[Saved data entries]
━━━━━━━━━━━━━━━━━━━━

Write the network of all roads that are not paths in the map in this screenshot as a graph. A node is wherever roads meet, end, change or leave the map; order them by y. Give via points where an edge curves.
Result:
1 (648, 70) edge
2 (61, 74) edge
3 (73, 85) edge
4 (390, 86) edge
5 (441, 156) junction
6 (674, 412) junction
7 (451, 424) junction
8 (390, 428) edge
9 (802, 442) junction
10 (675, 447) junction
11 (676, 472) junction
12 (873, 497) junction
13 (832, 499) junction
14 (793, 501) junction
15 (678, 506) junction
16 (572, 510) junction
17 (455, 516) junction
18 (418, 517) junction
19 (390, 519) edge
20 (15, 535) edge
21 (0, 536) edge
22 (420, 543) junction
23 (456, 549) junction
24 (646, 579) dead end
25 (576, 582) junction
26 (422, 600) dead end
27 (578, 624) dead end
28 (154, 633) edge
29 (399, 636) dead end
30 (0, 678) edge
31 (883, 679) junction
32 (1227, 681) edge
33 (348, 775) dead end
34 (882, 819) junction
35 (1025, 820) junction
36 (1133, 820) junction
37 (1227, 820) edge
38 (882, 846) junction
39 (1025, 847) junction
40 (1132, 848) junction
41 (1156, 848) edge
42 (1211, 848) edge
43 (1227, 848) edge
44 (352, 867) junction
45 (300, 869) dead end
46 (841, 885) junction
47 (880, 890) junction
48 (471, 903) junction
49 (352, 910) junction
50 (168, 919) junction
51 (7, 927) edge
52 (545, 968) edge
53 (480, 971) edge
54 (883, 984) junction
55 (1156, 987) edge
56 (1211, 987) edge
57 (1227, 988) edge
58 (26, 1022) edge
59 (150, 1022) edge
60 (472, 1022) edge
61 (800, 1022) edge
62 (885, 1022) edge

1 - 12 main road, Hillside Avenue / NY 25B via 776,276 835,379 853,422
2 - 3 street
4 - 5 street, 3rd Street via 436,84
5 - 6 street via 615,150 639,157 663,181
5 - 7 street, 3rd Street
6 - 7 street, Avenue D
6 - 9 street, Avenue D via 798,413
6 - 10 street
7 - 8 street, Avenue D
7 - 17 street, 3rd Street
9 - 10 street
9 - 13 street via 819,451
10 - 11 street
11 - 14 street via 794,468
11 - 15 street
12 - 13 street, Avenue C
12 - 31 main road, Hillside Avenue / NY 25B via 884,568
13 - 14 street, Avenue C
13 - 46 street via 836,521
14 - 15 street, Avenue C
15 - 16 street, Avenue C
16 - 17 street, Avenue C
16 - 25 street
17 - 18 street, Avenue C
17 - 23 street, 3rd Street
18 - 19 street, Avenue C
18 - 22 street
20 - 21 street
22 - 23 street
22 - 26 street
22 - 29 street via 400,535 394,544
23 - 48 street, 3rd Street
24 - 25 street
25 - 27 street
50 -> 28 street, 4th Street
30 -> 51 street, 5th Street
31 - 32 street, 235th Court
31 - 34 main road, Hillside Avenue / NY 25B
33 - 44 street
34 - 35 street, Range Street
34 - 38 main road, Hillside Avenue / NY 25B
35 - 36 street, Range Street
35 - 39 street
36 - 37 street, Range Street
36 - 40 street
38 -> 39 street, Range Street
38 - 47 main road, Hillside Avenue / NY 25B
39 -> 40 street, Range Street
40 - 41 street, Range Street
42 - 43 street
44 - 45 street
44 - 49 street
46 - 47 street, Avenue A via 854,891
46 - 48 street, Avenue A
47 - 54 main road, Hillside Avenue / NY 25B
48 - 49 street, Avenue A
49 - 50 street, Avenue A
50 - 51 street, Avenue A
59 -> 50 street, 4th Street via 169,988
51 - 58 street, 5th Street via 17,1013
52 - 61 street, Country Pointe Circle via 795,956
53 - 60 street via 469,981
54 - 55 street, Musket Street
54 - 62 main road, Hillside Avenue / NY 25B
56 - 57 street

━━━━━━━━━━━━━━━━━━━━

▶ [Problem to solve]:
Using the records above as the source, restate each line verbatim.

▶ [Task answer]:
Write the network of all roads that are not paths in the map in this screenshot as a graph. A node is wherever roads meet, end, change or leave the map; order them by y. Give via points where an edge curves.
Result:
1 (648, 70) edge
2 (61, 74) edge
3 (73, 85) edge
4 (390, 86) edge
5 (441, 156) junction
6 (674, 412) junction
7 (451, 424) junction
8 (390, 428) edge
9 (802, 442) junction
10 (675, 447) junction
11 (676, 472) junction
12 (873, 497) junction
13 (832, 499) junction
14 (793, 501) junction
15 (678, 506) junction
16 (572, 510) junction
17 (455, 516) junction
18 (418, 517) junction
19 (390, 519) edge
20 (15, 535) edge
21 (0, 536) edge
22 (420, 543) junction
23 (456, 549) junction
24 (646, 579) dead end
25 (576, 582) junction
26 (422, 600) dead end
27 (578, 624) dead end
28 (154, 633) edge
29 (399, 636) dead end
30 (0, 678) edge
31 (883, 679) junction
32 (1227, 681) edge
33 (348, 775) dead end
34 (882, 819) junction
35 (1025, 820) junction
36 (1133, 820) junction
37 (1227, 820) edge
38 (882, 846) junction
39 (1025, 847) junction
40 (1132, 848) junction
41 (1156, 848) edge
42 (1211, 848) edge
43 (1227, 848) edge
44 (352, 867) junction
45 (300, 869) dead end
46 (841, 885) junction
47 (880, 890) junction
48 (471, 903) junction
49 (352, 910) junction
50 (168, 919) junction
51 (7, 927) edge
52 (545, 968) edge
53 (480, 971) edge
54 (883, 984) junction
55 (1156, 987) edge
56 (1211, 987) edge
57 (1227, 988) edge
58 (26, 1022) edge
59 (150, 1022) edge
60 (472, 1022) edge
61 (800, 1022) edge
62 (885, 1022) edge

1 - 12 main road, Hillside Avenue / NY 25B via 776,276 835,379 853,422
2 - 3 street
4 - 5 street, 3rd Street via 436,84
5 - 6 street via 615,150 639,157 663,181
5 - 7 street, 3rd Street
6 - 7 street, Avenue D
6 - 9 street, Avenue D via 798,413
6 - 10 street
7 - 8 street, Avenue D
7 - 17 street, 3rd Street
9 - 10 street
9 - 13 street via 819,451
10 - 11 street
11 - 14 street via 794,468
11 - 15 street
12 - 13 street, Avenue C
12 - 31 main road, Hillside Avenue / NY 25B via 884,568
13 - 14 street, Avenue C
13 - 46 street via 836,521
14 - 15 street, Avenue C
15 - 16 street, Avenue C
16 - 17 street, Avenue C
16 - 25 street
17 - 18 street, Avenue C
17 - 23 street, 3rd Street
18 - 19 street, Avenue C
18 - 22 street
20 - 21 street
22 - 23 street
22 - 26 street
22 - 29 street via 400,535 394,544
23 - 48 street, 3rd Street
24 - 25 street
25 - 27 street
50 -> 28 street, 4th Street
30 -> 51 street, 5th Street
31 - 32 street, 235th Court
31 - 34 main road, Hillside Avenue / NY 25B
33 - 44 street
34 - 35 street, Range Street
34 - 38 main road, Hillside Avenue / NY 25B
35 - 36 street, Range Street
35 - 39 street
36 - 37 street, Range Street
36 - 40 street
38 -> 39 street, Range Street
38 - 47 main road, Hillside Avenue / NY 25B
39 -> 40 street, Range Street
40 - 41 street, Range Street
42 - 43 street
44 - 45 street
44 - 49 street
46 - 47 street, Avenue A via 854,891
46 - 48 street, Avenue A
47 - 54 main road, Hillside Avenue / NY 25B
48 - 49 street, Avenue A
49 - 50 street, Avenue A
50 - 51 street, Avenue A
59 -> 50 street, 4th Street via 169,988
51 - 58 street, 5th Street via 17,1013
52 - 61 street, Country Pointe Circle via 795,956
53 - 60 street via 469,981
54 - 55 street, Musket Street
54 - 62 main road, Hillside Avenue / NY 25B
56 - 57 street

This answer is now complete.